● **Assignment**: Go through the lines below one by one and count those holding the string "path". Give the count alone.

== Data provided

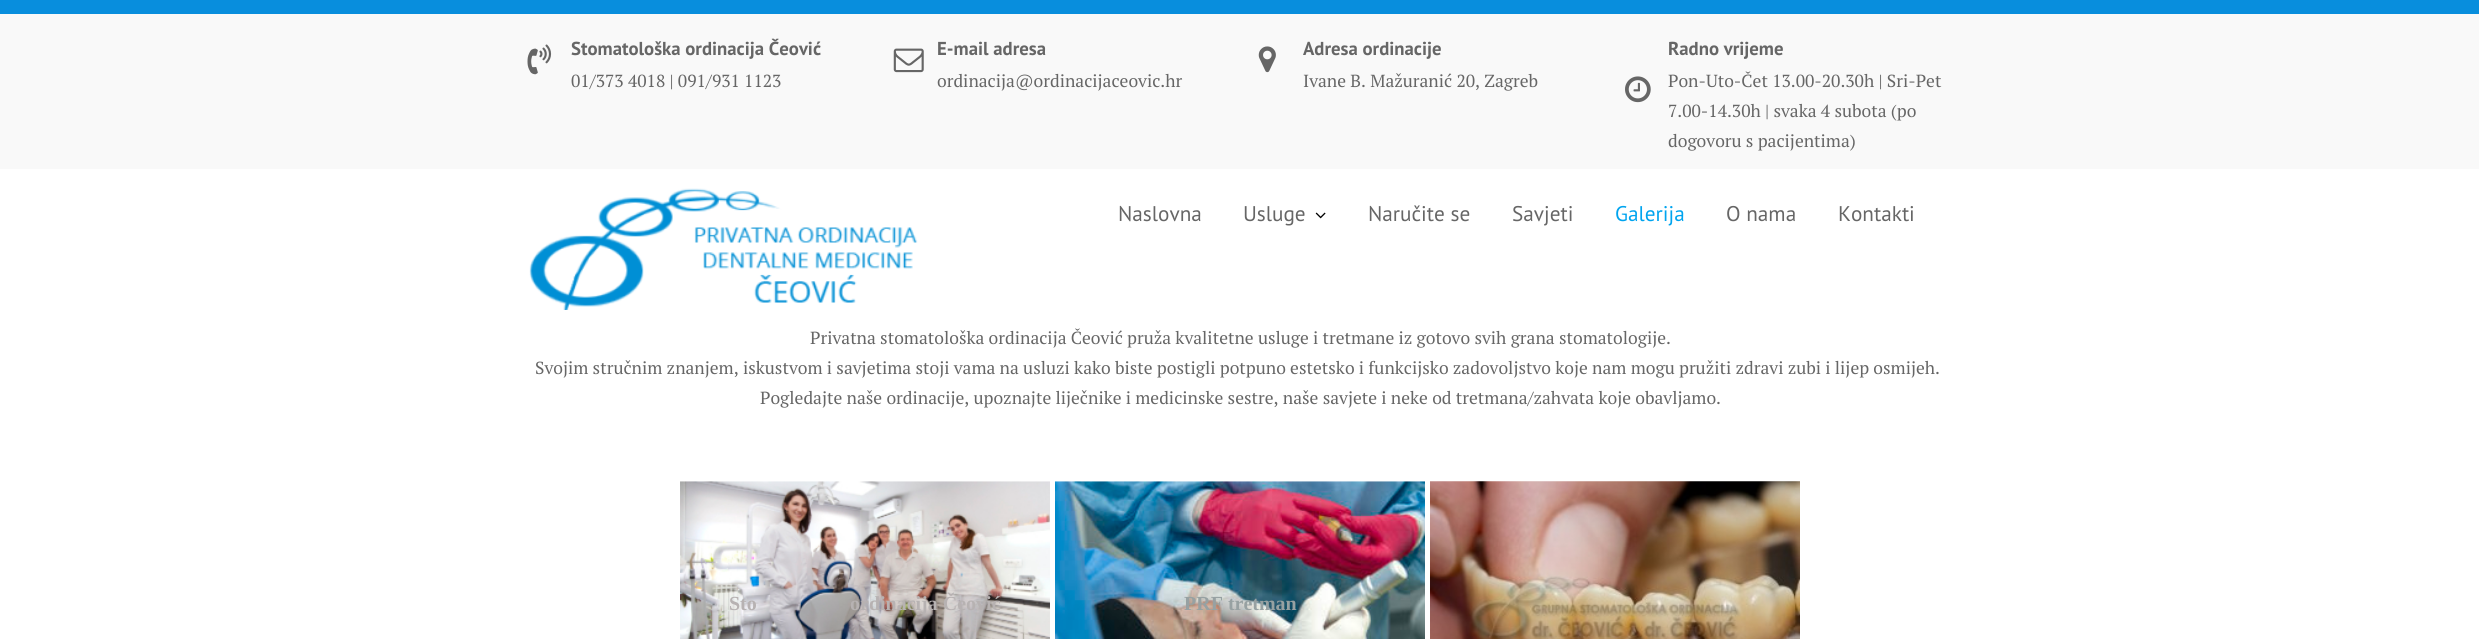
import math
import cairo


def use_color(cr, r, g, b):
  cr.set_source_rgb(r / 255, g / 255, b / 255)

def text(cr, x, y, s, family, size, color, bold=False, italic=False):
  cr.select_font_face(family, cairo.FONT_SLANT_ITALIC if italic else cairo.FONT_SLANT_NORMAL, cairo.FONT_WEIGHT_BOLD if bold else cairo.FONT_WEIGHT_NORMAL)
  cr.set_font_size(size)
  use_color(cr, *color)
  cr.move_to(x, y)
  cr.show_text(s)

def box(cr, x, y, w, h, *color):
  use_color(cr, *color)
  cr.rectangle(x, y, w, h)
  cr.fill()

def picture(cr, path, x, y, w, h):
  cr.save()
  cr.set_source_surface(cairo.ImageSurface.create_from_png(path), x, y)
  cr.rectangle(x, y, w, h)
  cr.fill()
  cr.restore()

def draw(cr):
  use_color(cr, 255, 255, 255)
  cr.paint()
  box(cr, 0, 0, 2479, 14, 8, 142, 221)
  box(cr, 0, 14, 2479, 155, 249, 249, 249)
  picture(cr, "img_01.png", 527, 44, 25, 31)
  picture(cr, "img_02.png", 893, 48, 31, 25)
  picture(cr, "img_03.png", 1258, 46, 18, 27)
  picture(cr, "img_04.png", 1625, 76, 26, 27)
  picture(cr, "img_05.png", 529, 188, 389, 122)
  picture(cr, "img_06.png", 1315, 212, 11, 7)
  picture(cr, "img_07.png", 680, 481, 370, 158)
  picture(cr, "img_08.png", 1055, 481, 370, 158)
  picture(cr, "img_09.png", 1430, 481, 370, 158)
  text(cr, 571, 55, "Stomatološka ordinacija Čeović", "PT Sans", 18.75, (102, 102, 102), bold=True)
  text(cr, 571, 87, "01/373 4018 | 091/931 1123", "PT Serif", 17.5, (102, 102, 102))
  text(cr, 937, 55, "E-mail adresa", "PT Sans", 18.75, (102, 102, 102), bold=True)
  text(cr, 937, 87, "ordinacija@ordinacijaceovic.hr", "PT Serif", 17.5, (102, 102, 102))
  text(cr, 1303, 55, "Adresa ordinacije", "PT Sans", 18.75, (102, 102, 102), bold=True)
  text(cr, 1303, 87, "Ivane B. Mažuranić 20, Zagreb", "PT Serif", 17.5, (102, 102, 102))
  text(cr, 1668, 55, "Radno vrijeme", "PT Sans", 18.75, (102, 102, 102), bold=True)
  text(cr, 1668, 87, "Pon-Uto-Čet 13.00-20.30h | Sri-Pet", "PT Serif", 17.5, (102, 102, 102))
  text(cr, 1668, 117, "7.00-14.30h | svaka 4 subota (po", "PT Serif", 17.5, (102, 102, 102))
  text(cr, 1668, 147, "dogovoru s pacijentima)", "PT Serif", 17.5, (102, 102, 102))
  text(cr, 1118, 221, "Naslovna", "PT Sans", 21.25, (102, 102, 102))
  text(cr, 1243, 221, "Usluge", "PT Sans", 21.25, (102, 102, 102))
  text(cr, 1368, 221, "Naručite se", "PT Sans", 21.25, (102, 102, 102))
  text(cr, 1512, 221, "Savjeti", "PT Sans", 21.25, (102, 102, 102))
  text(cr, 1615, 221, "Galerija", "PT Sans", 21.25, (0, 164, 239))
  text(cr, 1726, 221, "O nama", "PT Sans", 21.25, (102, 102, 102))
  text(cr, 1838, 221, "Kontakti", "PT Sans", 21.25, (102, 102, 102))
  text(cr, 810, 344, "Privatna stomatološka ordinacija Čeović pruža kvalitetne usluge i tretmane iz gotovo svih grana stomatologije.", "PT Serif", 17.5, (102, 102, 102))
  text(cr, 535, 374, "Svojim stručnim znanjem, iskustvom i savjetima stoji vama na usluzi kako biste postigli potpuno estetsko i funkcijsko zadovoljstvo koje nam mogu pružiti zdravi zubi i lijep osmijeh.", "PT Serif", 17.5, (102, 102, 102))
  text(cr, 760, 404, "Pogledajte naše ordinacije, upoznajte liječnike i medicinske sestre, naše savjete i neke od tretmana/zahvata koje obavljamo.", "PT Serif", 17.5, (102, 102, 102))
  text(cr, 729, 610, "Sto", "Liberation Serif", 20, (183, 178, 178), bold=True)
  text(cr, 850, 610, "ordinacija Čeović", "Liberation Serif", 20, (183, 178, 178), bold=True)
  text(cr, 1184, 610, "PRF tretman", "Liberation Serif", 20, (151, 161, 162), bold=True)


surface = cairo.ImageSurface(cairo.FORMAT_RGB24, 2479, 639)
cr = cairo.Context(surface)
options = cairo.FontOptions()
options.set_hint_metrics(cairo.HINT_METRICS_OFF)
options.set_hint_style(cairo.HINT_STYLE_NONE)
cr.set_font_options(options)
cr.set_miter_limit(4)
draw(cr)
surface.write_to_png("out.png")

====

● **Answer below**: 2